I went to Japan to visit my family and friends this summer.
This was the first time I experienced the summer in Japan in almost 20 years. I had forgotten the heat and humidity.
I made a decent quality time with my own family and heritage. My parents and relatives are getting older just like anyone else including myself.
Japanese culture and atmosphere were much different from what I remembered. We visited many places and saw lots of things. Met many people and talked with them.
Stimulated by the Japan trip, I suppose so much feelings, emotions and thoughts are overwhelmingly storming inside of me. I will need more time to sort them out and describe them in a certain format.
I have traveled abroad many times. I visited Japan 5 years ago with my husband, children and a Canadian friend. Interestingly none of the other trips caused such a deep “aftereffect” as this time. I can’t help thinking why I have been so brain dead since I came back. I suspect this is related to my own aging with life experiences.
A few years ago I lost my best friend who I could talk with about anything. I could believe he wanted to listen to me anytime and I could talk so freely. Now he is gone. I wish if my lost friend was here to talk with me. It would help me clear the chaos up a lot. On the other hand, wishing for something you don’t have is depressing.
I still have other good friends and family who love me and listen to me. I rely on them and appreciate them yet tend to consider their lives such as busy schedule and health condition over my want to share. My own life is busy so that I can’t spend time with someone as long as I want either. Looking back, the time I could spend with my best friend was almost luxurious.
So I was brain dead and probably a little bit depressed. Then, I happened to read a line on an e-mail magazine. She has been sharing the knowledge she gained from her abuse experience and as the result she gets a lot of comments from readers. She was grateful to be shared many people’s stories and said ‘all joys, dilemmas, frustrations and other individual, unique life experiences… How wonderful a life is!”
She doesn’t judge if someone’s experience is good or bad. She just accepts the fact that life is full of events and we react through each incident. Sometimes it brings pleasure, sometimes anger and sometimes regret. Regret doesn’t mean you did a bad thing. Each experience is the real life, and the life is wonderful because we experience the each incident. The actual experiences make the life rich, interesting and meaningful. That is life.
It is alright to be chaotic, depressed and unfocused for now. At least I feel and recognize them instead of pretending there is nothing like that. I can feel something, which gives me hope.

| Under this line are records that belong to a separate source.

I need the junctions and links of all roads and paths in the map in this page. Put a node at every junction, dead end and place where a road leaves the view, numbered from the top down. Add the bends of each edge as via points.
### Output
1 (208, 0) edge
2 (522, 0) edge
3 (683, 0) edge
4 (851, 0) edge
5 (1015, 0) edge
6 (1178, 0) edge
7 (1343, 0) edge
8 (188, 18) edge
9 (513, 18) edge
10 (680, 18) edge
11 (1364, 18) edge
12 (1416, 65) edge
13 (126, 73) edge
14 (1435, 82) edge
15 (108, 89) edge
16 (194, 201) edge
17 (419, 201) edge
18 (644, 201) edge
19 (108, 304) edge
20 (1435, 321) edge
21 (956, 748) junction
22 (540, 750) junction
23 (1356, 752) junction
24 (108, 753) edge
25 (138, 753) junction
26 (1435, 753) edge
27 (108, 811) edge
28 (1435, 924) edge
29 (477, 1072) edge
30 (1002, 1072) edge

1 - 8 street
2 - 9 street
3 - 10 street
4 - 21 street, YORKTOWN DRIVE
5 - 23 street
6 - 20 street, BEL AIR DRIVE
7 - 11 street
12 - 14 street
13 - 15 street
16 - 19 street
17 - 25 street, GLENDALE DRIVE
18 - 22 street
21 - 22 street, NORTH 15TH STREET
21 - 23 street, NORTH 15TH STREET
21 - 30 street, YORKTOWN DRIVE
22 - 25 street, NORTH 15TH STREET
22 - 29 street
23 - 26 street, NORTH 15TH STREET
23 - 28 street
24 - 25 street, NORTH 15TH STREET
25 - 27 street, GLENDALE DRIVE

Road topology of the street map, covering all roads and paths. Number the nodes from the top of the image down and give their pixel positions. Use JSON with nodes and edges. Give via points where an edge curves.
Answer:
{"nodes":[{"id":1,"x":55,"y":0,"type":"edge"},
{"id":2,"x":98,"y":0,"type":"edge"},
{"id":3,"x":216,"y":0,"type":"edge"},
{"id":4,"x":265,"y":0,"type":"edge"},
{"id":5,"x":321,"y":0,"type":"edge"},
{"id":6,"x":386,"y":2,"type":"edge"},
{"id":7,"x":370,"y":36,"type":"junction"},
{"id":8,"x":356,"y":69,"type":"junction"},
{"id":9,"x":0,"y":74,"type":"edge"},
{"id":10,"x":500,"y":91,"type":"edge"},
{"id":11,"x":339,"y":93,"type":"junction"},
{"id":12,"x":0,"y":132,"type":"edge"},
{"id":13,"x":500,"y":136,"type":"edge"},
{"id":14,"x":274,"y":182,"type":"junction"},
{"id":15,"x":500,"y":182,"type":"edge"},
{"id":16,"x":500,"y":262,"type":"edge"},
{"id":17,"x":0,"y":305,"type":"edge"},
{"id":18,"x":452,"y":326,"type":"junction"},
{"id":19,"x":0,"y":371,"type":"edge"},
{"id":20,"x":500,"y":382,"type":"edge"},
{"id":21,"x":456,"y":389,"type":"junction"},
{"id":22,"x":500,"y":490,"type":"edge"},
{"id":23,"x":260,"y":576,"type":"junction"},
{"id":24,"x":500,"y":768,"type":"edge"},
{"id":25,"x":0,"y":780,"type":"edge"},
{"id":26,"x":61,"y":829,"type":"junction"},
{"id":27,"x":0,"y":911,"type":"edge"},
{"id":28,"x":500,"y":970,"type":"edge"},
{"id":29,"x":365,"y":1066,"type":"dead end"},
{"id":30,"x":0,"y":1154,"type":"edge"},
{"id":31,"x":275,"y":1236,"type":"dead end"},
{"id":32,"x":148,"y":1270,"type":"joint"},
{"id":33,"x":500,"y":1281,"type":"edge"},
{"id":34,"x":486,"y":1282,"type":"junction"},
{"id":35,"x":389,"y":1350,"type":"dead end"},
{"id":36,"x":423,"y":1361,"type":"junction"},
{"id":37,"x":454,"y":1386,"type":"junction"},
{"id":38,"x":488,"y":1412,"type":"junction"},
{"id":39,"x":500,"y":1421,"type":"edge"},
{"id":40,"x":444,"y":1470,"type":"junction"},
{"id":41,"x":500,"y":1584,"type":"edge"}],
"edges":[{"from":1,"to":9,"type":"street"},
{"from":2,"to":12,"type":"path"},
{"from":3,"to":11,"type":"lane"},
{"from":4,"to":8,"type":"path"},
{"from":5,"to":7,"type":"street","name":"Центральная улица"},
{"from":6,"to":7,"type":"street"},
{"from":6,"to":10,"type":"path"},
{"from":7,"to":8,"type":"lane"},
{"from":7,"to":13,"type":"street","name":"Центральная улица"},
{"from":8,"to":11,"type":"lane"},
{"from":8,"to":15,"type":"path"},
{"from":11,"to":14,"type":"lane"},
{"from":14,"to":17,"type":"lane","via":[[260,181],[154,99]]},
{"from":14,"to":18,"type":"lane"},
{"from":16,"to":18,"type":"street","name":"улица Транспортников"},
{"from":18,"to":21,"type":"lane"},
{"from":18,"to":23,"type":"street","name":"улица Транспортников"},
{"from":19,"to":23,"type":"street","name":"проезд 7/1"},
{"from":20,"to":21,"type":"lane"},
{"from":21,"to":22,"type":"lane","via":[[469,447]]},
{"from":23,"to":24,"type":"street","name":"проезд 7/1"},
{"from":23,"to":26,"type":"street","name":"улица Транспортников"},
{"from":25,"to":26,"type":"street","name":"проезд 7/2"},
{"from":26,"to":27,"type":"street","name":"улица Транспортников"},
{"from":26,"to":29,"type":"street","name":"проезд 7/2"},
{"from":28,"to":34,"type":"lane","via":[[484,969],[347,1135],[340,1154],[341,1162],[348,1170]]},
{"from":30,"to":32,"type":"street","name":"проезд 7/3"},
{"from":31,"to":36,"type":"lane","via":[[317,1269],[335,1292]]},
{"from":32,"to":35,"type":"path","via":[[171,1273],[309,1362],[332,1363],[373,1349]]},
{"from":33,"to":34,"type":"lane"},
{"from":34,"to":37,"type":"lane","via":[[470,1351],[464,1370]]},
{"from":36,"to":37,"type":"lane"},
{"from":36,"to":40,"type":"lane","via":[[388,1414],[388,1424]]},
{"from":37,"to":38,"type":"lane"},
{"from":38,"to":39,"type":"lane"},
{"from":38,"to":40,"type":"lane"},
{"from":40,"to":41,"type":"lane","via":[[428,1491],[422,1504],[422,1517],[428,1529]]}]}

‘How wonderful a life is!’ sounded just right to me, not ‘You are okay as you are’ or ‘Nothing wrong to be brain dead’. Sometimes a ‘too sympathetic’ phrase makes me feel choked more.
I may be quite simple to be influenced by someone’s subtle action. But such a simple, gentle influence has been pulling me out of struggling again and again in my life. This real experience makes me keep believing the importance of connection.